Al lado de la torre oriente de la iglesia de San Juan, el sol nace con el rumor callejero que acompaña los amaneceres de Potrero, Veracruz. Mientras los niños se alistan para ir a la primaria “Benito Juárez”, las señoras preparan café para los maridos que pronto irán a la zafra.

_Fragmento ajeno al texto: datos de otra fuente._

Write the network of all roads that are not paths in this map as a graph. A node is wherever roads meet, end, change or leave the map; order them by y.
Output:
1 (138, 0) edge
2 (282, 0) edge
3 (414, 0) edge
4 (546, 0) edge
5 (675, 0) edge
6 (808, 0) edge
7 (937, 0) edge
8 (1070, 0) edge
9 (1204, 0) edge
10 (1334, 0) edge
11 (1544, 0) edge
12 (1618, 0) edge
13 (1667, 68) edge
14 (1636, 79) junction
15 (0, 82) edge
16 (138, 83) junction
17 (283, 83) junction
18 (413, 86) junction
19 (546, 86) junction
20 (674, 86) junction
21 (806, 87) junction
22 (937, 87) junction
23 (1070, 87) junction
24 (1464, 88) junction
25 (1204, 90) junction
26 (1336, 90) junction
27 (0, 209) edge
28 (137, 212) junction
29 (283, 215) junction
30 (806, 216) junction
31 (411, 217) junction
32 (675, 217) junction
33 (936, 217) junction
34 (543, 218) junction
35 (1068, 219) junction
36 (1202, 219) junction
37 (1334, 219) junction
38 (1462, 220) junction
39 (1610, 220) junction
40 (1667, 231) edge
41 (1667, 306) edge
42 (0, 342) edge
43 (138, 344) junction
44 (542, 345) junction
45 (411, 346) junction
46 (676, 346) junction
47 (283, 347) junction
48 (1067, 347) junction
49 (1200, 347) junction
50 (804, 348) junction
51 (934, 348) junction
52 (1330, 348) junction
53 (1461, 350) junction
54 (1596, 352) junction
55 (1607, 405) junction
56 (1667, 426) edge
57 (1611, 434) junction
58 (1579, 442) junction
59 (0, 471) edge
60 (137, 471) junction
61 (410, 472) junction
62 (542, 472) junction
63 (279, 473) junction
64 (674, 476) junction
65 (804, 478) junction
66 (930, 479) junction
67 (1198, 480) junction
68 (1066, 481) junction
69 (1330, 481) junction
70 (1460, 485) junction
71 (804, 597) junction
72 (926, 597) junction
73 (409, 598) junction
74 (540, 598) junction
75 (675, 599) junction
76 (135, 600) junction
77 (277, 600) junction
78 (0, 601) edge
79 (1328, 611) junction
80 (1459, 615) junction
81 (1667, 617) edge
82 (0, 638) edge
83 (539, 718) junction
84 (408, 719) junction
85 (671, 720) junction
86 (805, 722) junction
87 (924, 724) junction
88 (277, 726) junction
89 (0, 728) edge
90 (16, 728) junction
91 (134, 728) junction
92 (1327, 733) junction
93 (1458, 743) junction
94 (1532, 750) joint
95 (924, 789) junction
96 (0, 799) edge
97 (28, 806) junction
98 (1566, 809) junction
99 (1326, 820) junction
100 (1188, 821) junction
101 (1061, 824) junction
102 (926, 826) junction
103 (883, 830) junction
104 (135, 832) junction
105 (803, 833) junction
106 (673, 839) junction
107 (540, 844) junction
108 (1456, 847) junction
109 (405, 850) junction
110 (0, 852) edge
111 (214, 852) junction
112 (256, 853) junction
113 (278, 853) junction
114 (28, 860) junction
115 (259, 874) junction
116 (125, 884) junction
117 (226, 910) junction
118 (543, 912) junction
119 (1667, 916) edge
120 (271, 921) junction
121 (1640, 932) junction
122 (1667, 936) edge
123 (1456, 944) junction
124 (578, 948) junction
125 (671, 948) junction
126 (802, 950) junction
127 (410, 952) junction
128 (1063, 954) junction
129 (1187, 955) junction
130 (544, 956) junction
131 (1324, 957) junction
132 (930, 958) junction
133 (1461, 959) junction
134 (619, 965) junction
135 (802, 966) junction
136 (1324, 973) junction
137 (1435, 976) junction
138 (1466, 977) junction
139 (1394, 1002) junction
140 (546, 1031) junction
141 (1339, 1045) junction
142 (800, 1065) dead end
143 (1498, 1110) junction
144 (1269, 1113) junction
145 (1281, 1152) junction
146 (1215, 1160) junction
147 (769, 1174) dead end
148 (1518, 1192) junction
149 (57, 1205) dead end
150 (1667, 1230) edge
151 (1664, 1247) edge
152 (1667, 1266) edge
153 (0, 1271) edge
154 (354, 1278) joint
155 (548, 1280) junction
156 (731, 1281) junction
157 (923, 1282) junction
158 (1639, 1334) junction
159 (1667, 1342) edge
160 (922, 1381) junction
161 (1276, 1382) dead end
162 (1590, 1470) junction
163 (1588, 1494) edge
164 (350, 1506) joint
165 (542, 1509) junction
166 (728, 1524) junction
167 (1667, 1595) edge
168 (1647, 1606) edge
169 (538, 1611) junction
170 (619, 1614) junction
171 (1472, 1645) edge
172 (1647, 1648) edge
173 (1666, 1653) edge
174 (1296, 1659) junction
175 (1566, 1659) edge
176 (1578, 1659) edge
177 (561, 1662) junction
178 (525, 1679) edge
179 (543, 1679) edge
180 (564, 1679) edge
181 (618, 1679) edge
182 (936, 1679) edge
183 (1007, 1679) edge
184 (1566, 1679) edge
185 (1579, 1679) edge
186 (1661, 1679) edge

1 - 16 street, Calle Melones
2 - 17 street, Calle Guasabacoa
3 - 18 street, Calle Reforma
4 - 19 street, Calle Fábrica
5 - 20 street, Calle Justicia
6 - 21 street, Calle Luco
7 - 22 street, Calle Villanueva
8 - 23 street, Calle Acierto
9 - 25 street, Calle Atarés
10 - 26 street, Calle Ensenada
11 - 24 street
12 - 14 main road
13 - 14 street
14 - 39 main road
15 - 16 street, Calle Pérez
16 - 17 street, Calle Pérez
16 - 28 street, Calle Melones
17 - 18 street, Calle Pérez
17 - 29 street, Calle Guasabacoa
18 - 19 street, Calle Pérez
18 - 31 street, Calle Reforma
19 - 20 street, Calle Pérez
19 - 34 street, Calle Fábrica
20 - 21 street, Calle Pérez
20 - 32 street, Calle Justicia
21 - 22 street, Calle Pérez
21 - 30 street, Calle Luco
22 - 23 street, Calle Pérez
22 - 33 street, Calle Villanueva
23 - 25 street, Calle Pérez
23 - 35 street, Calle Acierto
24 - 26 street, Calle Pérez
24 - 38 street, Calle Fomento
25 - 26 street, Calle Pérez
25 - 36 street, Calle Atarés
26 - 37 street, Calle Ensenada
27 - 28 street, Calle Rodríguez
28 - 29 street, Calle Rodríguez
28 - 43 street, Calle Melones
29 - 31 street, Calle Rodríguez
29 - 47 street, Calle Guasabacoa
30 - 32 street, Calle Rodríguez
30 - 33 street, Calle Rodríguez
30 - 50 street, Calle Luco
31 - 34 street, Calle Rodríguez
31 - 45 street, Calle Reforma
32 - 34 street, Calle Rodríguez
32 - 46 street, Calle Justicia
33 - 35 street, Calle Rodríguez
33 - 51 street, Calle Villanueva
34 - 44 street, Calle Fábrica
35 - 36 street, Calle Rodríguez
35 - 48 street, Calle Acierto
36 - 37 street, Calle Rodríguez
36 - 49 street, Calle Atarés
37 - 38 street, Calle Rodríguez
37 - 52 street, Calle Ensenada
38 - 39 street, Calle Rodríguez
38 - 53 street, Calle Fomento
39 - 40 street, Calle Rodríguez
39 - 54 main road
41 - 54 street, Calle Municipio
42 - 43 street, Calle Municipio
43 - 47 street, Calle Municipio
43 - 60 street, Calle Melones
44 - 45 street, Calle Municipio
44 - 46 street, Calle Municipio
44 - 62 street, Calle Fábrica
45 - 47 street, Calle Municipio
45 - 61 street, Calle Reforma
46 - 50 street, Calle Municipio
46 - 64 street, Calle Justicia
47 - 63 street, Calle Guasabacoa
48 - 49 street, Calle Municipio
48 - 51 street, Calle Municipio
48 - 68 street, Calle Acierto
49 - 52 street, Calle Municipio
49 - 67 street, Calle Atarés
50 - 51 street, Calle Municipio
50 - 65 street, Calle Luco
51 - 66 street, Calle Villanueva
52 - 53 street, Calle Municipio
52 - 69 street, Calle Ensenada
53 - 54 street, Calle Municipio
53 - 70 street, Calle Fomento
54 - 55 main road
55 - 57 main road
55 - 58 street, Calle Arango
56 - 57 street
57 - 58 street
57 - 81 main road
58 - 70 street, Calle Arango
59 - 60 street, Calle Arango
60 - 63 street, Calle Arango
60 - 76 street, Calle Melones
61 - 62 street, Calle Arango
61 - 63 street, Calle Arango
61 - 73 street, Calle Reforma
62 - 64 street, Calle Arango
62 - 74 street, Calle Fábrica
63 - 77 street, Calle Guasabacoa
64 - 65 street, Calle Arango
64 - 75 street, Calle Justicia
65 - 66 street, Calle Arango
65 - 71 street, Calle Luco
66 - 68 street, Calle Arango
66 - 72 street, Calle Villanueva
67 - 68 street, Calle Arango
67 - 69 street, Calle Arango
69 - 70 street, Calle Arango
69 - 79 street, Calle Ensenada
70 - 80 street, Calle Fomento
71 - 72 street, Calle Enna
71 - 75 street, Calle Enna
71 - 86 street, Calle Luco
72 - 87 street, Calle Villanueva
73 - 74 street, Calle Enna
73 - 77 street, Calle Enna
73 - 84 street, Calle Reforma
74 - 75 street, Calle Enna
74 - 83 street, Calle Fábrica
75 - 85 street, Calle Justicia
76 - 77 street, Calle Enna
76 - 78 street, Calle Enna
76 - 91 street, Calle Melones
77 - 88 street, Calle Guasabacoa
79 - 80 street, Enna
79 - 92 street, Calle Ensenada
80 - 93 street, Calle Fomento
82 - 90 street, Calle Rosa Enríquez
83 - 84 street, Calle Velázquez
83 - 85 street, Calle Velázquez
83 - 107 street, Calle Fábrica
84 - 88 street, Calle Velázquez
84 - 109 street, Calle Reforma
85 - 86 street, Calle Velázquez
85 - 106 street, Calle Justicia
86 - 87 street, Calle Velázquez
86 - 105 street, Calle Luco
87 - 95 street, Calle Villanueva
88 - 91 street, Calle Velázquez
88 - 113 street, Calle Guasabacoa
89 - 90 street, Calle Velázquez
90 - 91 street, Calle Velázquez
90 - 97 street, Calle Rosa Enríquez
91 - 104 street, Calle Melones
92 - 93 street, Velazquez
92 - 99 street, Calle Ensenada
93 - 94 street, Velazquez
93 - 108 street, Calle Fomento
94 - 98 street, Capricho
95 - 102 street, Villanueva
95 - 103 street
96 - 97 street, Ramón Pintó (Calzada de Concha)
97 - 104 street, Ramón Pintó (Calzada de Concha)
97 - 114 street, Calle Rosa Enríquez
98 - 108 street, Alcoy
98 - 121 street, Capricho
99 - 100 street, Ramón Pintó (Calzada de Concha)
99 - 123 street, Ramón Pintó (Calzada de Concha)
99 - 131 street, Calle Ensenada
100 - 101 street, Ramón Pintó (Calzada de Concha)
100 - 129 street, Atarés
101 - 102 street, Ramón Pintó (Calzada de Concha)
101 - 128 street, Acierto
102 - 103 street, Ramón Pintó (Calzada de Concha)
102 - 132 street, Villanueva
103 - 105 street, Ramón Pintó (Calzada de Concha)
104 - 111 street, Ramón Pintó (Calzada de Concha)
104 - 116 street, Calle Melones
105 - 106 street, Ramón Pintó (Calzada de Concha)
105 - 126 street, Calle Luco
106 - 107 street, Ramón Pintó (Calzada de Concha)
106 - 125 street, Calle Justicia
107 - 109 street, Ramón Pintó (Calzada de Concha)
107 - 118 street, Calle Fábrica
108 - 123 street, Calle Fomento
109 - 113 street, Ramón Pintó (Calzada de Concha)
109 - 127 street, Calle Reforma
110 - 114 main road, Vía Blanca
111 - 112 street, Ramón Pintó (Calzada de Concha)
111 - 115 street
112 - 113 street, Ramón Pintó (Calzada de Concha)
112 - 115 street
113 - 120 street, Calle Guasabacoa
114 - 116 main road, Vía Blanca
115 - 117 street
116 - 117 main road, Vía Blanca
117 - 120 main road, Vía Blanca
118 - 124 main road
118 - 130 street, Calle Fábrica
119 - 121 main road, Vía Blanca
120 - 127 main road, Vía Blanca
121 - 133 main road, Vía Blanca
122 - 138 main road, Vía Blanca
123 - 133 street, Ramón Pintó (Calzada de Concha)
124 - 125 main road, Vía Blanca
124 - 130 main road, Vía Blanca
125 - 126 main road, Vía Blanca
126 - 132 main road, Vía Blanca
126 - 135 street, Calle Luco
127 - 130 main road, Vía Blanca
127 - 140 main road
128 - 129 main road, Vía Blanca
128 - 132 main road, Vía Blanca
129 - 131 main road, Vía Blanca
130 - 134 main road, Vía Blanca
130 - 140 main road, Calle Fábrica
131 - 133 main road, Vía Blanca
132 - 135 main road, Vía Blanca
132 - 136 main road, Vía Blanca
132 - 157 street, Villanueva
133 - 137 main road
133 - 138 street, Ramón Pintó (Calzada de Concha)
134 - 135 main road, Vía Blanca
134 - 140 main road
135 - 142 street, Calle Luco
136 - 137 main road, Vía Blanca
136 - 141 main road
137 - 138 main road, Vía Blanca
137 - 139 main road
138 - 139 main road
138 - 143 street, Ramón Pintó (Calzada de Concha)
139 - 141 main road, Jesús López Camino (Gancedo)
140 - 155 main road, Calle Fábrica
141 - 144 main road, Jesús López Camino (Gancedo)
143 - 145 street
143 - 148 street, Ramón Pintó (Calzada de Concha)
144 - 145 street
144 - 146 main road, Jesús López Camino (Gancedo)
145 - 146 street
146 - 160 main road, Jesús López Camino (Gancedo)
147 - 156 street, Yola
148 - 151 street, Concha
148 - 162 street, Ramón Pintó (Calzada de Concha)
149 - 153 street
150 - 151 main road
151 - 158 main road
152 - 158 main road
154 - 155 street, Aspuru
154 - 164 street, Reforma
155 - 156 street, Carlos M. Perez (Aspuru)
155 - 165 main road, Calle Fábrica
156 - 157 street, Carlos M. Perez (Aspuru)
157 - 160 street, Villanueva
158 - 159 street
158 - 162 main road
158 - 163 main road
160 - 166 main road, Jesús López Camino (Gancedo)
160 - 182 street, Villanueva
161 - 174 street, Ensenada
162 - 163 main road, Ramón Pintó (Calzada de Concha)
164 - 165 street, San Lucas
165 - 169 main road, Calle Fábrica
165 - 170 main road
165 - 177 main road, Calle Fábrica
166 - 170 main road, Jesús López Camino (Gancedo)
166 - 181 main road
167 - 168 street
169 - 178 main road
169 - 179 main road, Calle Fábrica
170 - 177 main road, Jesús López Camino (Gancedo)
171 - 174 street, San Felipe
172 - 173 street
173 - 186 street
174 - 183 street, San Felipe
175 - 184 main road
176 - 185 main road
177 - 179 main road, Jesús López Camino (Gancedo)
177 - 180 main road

El silbato del pueblo suena y todos van a sus labores cotidianas: las señoras barren la arena que está frente a las puertas de su casa, los señores trabajan con sus machetes cortando la caña, los panaderos, tortilleros, y peluqueros inician el día develando al mundo.
En tanto se oye el runrruneo canturrón de los niños que toman clase y responden en coro a las lecciones que la maestra enseña —Para que sean hombres de bien—, les dice.
En medio de todo este movimiento, Daniel observa a una lagartija que toma el sol en medio de los altos pastos veracruzanos. —¡Niño, ven acá!— vocifera su mamá que desesperada no logra atinar cómo podría comprar leche en esta noche para sus dos queridos hijos. Su esposo pronto perderá el empleo. Los ingenios hace tiempo que no son rentables y poco a poco han ido desapareciendo —Esa maldita fructosa—, desesperan.
Sin embargo, Daniel juega con su papalote. Es mediodía y en Potrero el viento sopla y resopla con fuerza en estos meses... lo alza... desciende... lo vuelve a alzar... vuelve a descender... como si fuera la esperanza, como si fueran los sueños que suben y caen. Todo sea un poco de paciencia para que una vez más el papalote se eleve y quede colgado del cielo.
Daniel no vuelve, se va prendido del alto y tremendo vuelo. Encima del mundo cumple sus sueños. ¿Qué heroísmo irá a cumplir? ¿Ahora a quién salvará?... como todas las tardes...
—¡Voy!—, responde y sigue jugando mientras el mundo, allá afuera, sigue su camino.